Schlössertour Dresden 03.-06.10.

Da das Sachsenland so schön ist und wir von Peter´s Touren nicht genug bekommen können, sind Ulli (wer fleißig mitliest, erinnert sich: Jana´s Papa), Jana und “Rosi” (MG F Brookland-Edition) am 03.10. um 10:00 Uhr aus Laage aufgebrochen; Ziel: KIM Hotel im Park in Dresden!!

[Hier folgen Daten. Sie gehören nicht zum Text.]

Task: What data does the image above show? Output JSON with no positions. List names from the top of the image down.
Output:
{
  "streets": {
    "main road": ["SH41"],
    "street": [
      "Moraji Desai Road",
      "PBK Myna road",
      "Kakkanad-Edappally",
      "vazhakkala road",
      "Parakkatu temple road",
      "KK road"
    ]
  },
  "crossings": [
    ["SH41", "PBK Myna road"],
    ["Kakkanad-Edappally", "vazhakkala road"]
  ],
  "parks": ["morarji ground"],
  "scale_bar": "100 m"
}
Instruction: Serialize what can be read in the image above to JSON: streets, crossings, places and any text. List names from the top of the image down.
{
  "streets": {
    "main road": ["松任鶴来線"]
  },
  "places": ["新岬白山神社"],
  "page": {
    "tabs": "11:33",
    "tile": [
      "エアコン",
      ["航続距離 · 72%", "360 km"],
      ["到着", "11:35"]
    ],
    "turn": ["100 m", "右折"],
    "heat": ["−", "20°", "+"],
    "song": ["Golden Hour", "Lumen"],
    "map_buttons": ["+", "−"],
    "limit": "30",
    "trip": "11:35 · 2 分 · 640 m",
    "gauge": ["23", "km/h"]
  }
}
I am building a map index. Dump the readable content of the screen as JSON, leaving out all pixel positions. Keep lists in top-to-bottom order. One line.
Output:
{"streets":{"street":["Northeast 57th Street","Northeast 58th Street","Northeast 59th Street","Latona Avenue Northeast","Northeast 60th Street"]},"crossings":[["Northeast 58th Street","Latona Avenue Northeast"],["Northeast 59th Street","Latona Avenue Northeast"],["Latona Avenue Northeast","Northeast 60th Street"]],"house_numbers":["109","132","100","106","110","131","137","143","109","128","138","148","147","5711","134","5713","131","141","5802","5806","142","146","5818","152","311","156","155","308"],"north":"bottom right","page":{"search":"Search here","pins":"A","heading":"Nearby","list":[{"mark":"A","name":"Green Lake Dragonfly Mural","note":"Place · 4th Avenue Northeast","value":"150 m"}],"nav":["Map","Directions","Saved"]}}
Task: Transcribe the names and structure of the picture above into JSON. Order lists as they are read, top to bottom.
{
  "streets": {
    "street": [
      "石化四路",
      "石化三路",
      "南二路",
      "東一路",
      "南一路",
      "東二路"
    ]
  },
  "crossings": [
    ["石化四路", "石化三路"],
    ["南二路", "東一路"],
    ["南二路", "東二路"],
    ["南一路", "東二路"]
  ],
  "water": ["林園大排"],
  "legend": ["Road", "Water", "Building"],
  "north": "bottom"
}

In dem Hotel haben sich 31 MG´s laut Meldeliste eingefunden. Es trafen sich Mitglieder des MG Drivers Club (MGDC) und des MG Car Club (MGCC). Heraus kam eine bunte Mischung: MG TD´s, MG TF´s, MG Magnetten (Baujahr um die 1953) usw.; die etwas jüngeren Modelle MG A, B, B GT, C, C GT, F & TF, ZR, ZS und ZT-T. Wer sich jetzt wundert; ja, es gibt TF zweimal als Typenname in der Entwicklungsgeschichte des MG.

1. Tag – 03.10. – Anreise

Ankunft nach guten 500 km um 16:30 Uhr im Hotel, wo schon andere MG´ler auf die Neuankömmlinge lauerten! Einer davon ist Werner. Kennen gelernt auf der Ostseetour anno 2012, damals mit einem B GT V8 ist er diesmal mit seinem kürzlich erworbenen MG TF aus dem Jahre 2002 angereist. Bis zum Abend waren die meisten angekommen und es ging um 19:00 Uhr zum ersten gemeinsamen Abendbrot. Vor dem Essen bekam jeder Wagen sein Tourenschild und Roadbook. Damit wir auch ohne Auto wissen, wer zur Gruppe gehört, bekam jeder Teilnehmer einen Button zum anstecken mit Namen und Wahrzeichen der Tour: der Moritzburg, drauf! Peter erklärte kurz und bündig den Ablauf der nächsten Tage.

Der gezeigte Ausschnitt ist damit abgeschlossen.